第3話

 行きと同じバスを探し、乗り込む。既に特進の生徒は乗り込んでいた。その最前列にいるはずの七星の姿を探すと、彼女はすっかり疲れ果てたのか、窓側に寄りかかり、静かな寝息を立てて座席に身を埋めていた。

 彼女を起こさないように、横の席に腰を下ろした。

 シートベルトを締めたあと、そっと彼女の姿を確認した。

 素……。

 作り笑顔でもない、本当の彼女の姿。それをまじまじと見るんだ。まさに彼女の内面を見るような、寝姿という魔性の状態。

 はっきりいって、それは至高の美。

 閉じられた瞳……瞳というパーツが秘匿されて尚、いや見えないからこそ際立つ彼女の美しさ。規則正しくゆっくりと動くふくよかな胸は、その下で組まれた手と相まって、まるで彼女が神に身を捧げたシスターのような清楚さを醸し出していた。

 やがてバスはゆっくりと発進する。

 発進の振動ゆえか、寝返りを打ったのか。彼女の身体が俺の方に覆い被さる。無防備な肢体、それが俺の肩に腰に触れる。あの鼻孔を刺激する七星の匂いが麻薬のように俺を狂わせる。

 彼女の腰の下敷きになった右手をすこし動かすと、いかに彼女の躰が柔らかいか、ということを痛感させられる。そして、それは神聖なる彼女の躰を淫らに触ったという罪悪感に襲われる。

 さらに、身体を寄せると、彼女の吐息が俺の頬をなでる。強くなる、彼女のフェロモン。ついには彼女の髪に肌が触れる。サラサラの黒髪はまるで蚕の繭のような柔らかさとしなやかさを備えていた。
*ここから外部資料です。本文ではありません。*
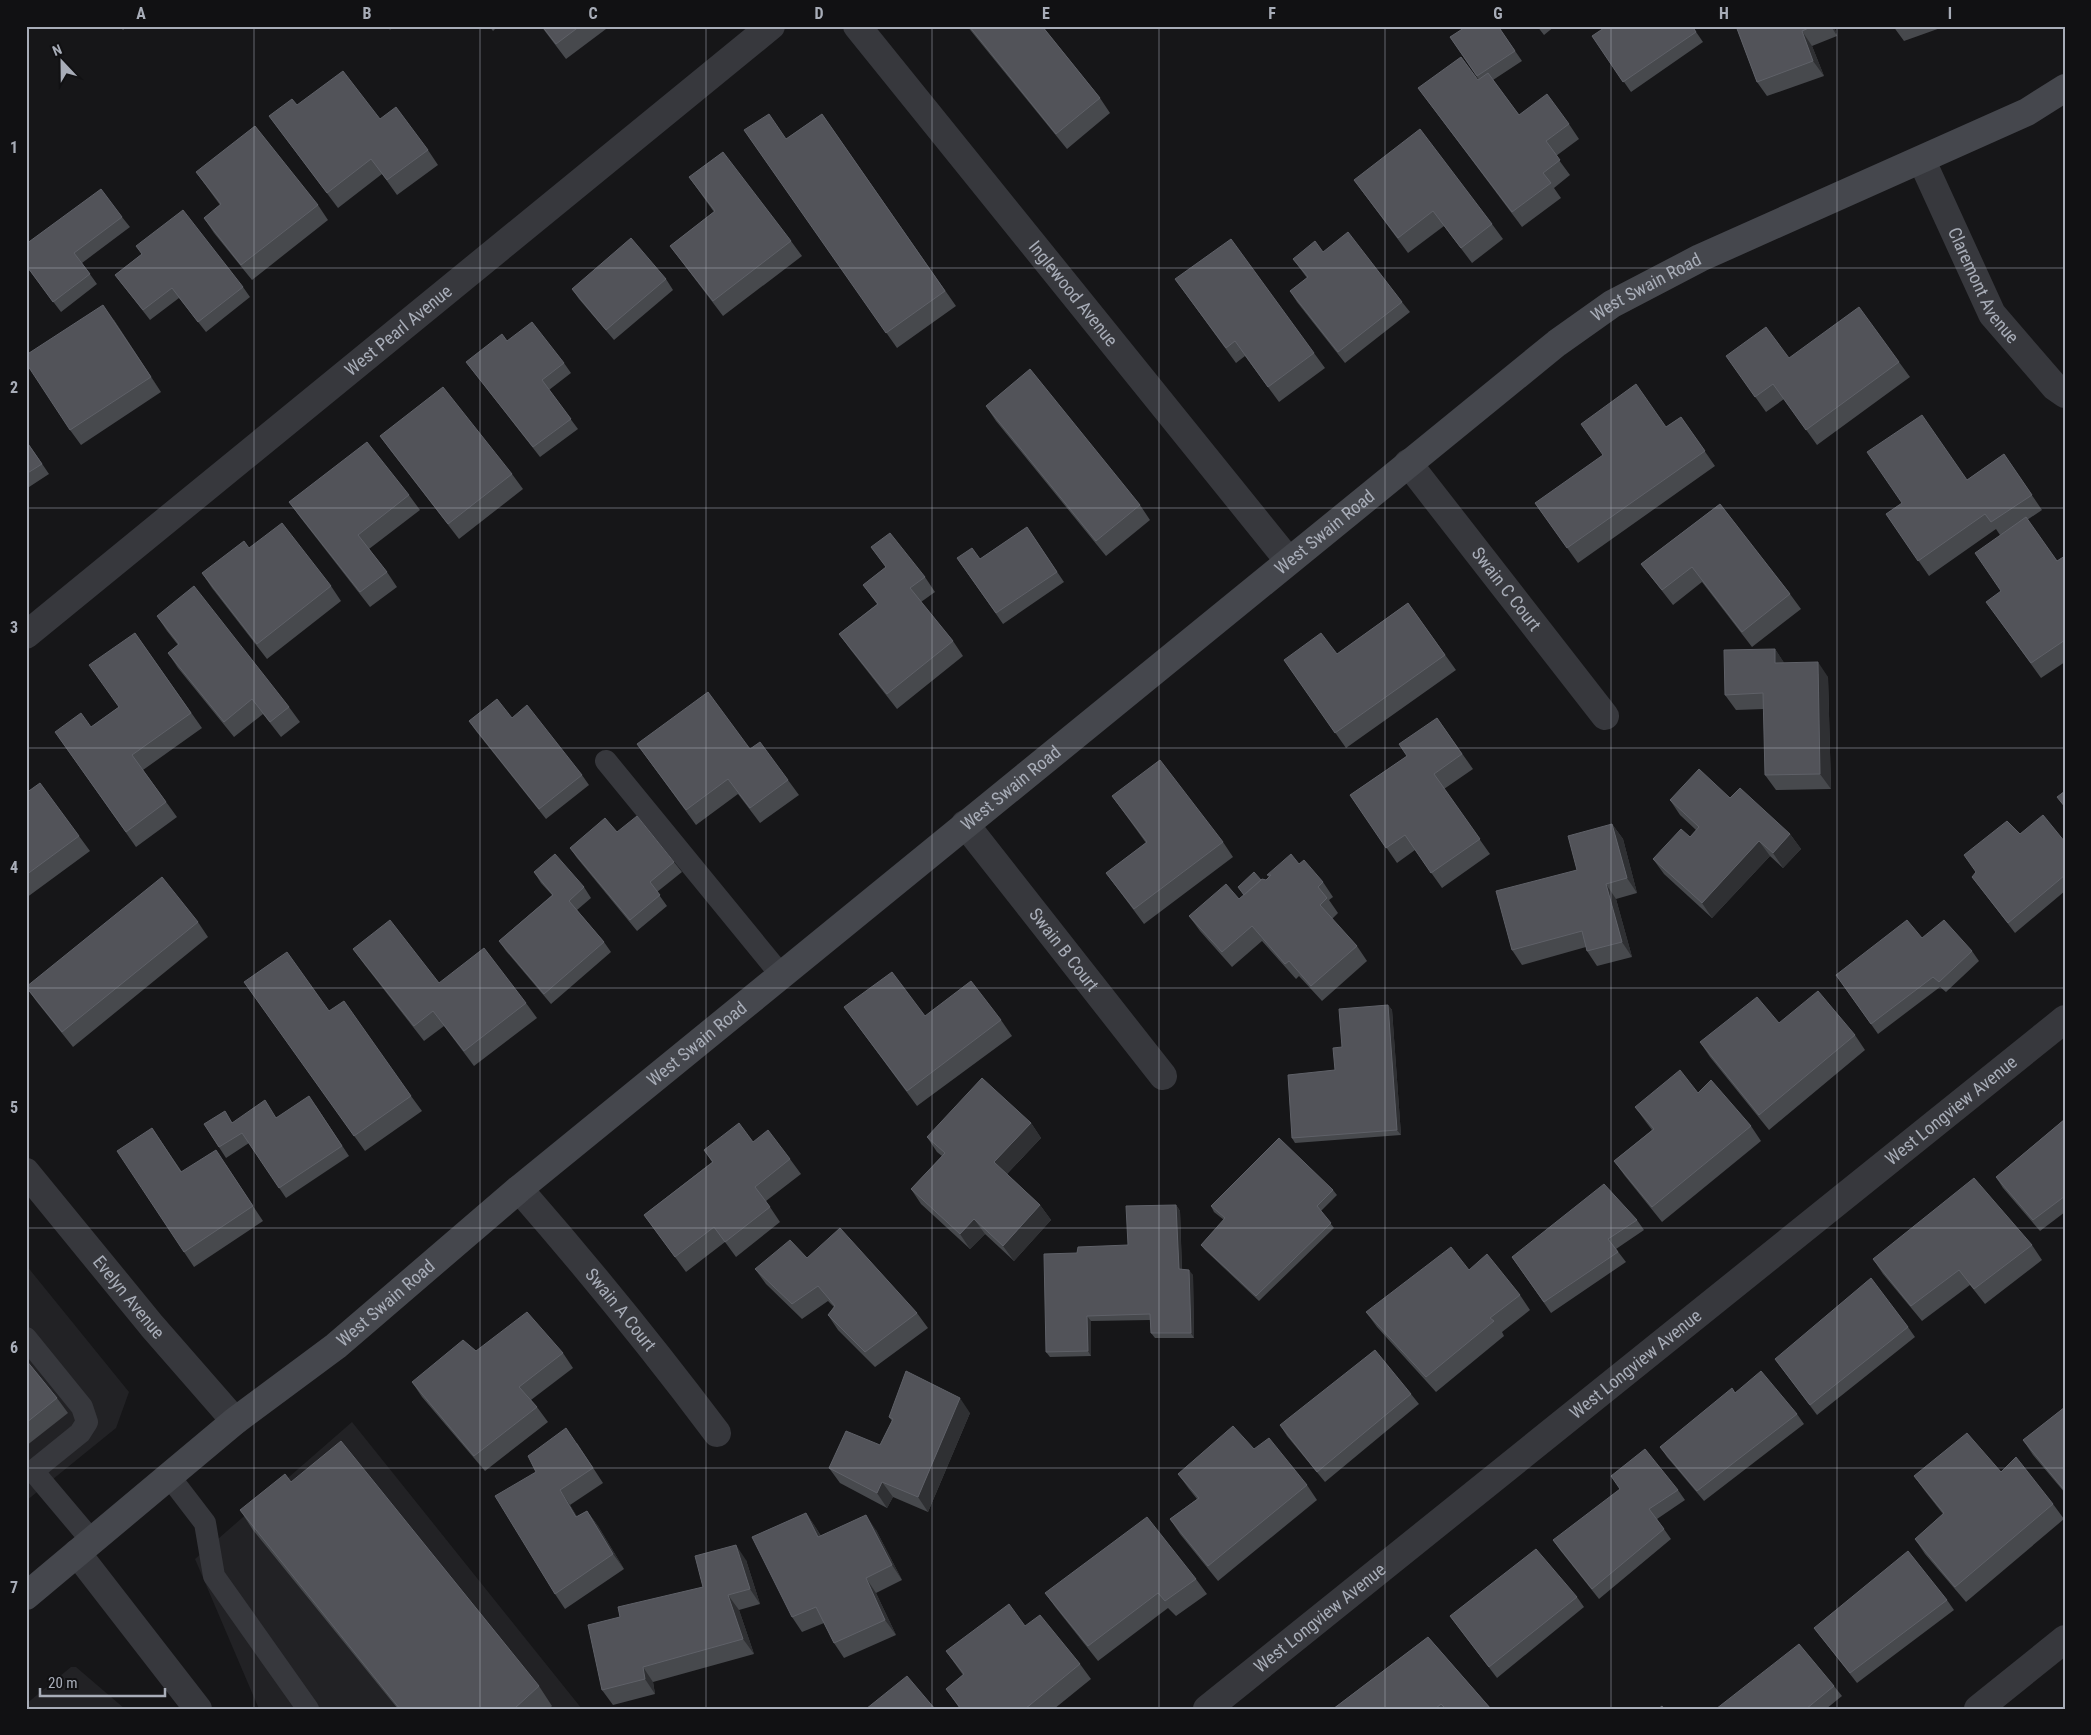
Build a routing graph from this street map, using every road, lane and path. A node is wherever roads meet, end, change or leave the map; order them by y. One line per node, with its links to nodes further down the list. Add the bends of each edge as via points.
1 (771, 26): 8 (street, West Pearl Avenue)
2 (857, 26): 7 (street, Inglewood Avenue)
3 (2065, 88): 4 (main road, West Swain Road, via 2028,112)
4 (1922, 161): 5 (street, Claremont Avenue, via 1992,314 2055,387); 6 (main road, West Swain Road, via 1700,258 1612,304 1557,343)
5 (2065, 394)
6 (1408, 463): 7 (main road, West Swain Road); 9 (street, Swain C Court)
7 (1288, 560): 11 (main road, West Swain Road)
8 (26, 635)
9 (1605, 716)
10 (606, 761): 12 (lane)
11 (965, 824): 12 (main road, West Swain Road); 14 (street, Swain B Court)
12 (781, 975): 16 (main road, West Swain Road)
13 (2065, 1019): 27 (street, West Longview Avenue)
14 (1163, 1076)
15 (26, 1172): 18 (street, Evelyn Avenue)
16 (519, 1189): 18 (main road, West Swain Road, via 336,1346); 19 (street, Swain A Court, via 572,1248)
17 (26, 1338): 20 (lane, via 82,1407 87,1422 80,1433)
18 (235, 1421): 21 (main road, West Swain Road)
19 (717, 1433)
20 (30, 1474): 22 (lane)
21 (169, 1476): 22 (main road, West Swain Road); 26 (lane, via 205,1523 214,1576)
22 (84, 1547): 23 (main road, West Swain Road); 25 (street)
23 (26, 1596)
24 (2065, 1640): 28 (street)
25 (198, 1709)
26 (308, 1709)
27 (1207, 1709)
28 (1978, 1709)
 そんな彼女に触れる至高の時間はあっという間に過ぎ去り、学校に到着した。次々と降りていく生徒たち。そして、運転手と俺たちだけになってしまった。

「七星さん、着いたよ」

 まだ目覚めない彼女。目の前には彼女の唇。白雪姫、みたいな展開を期待しつつも、さすがにキスするには躊躇するわけで、おそるおそる彼女の肩に手を掛ける。

「ん? ふ?」

 触れるか、触れないかという瞬間に、彼女が目覚める。

「え、誰?」

「花村浩一。朝、来る時に横に座っていた」

「花村……」

 うつろな目、瞼をこすりながら上体を起こす七星。……かわいいなぁ、もう。なんて思いつつ、彼女に化前を告げたのが初めてだったことを今更ながら気がつく。

「もうみんなバスを降りたよ。残ったのは俺たちだけだ」

「そう?」

 そういうと彼女はすっと立ち上がり、そしてまっすぐ手をさしのべて俺の方を見下ろす。

「行こうよ、花村くん」

「う、うん」

 唐突な行動に思わず俺は手を伸ばす。

 ……手、握っちゃった。

 そのまま、手を繋いだままバスを降りる。運転手ニヤニヤしながらもぽつりと、

「青春だねぇ」

と漏らしていたのが俺にとってはやけに誇らしくもあり、気恥ずかしくもあった。

 俺たちが降りたその頃、最後のバスも到着し、学年主任の教師が挨拶をしてそのまま解散。それまで俺たちはずっと手を握っていた。

「じゃあね、花村浩一くんっ!」

 身分違いの恋の、永遠の別れかもしれない。そう思いつつ、目の前から消えつつある彼女の姿をずっと見ていた。見えなくなってからも、そのまま、日が沈み、闇夜の帳が降りるまでその場に立ち尽くした。

 七星莉紗さん。

 彼女の姿を、声を、匂いを、息づかいさえも、自分の記憶と心に刻みつけて……。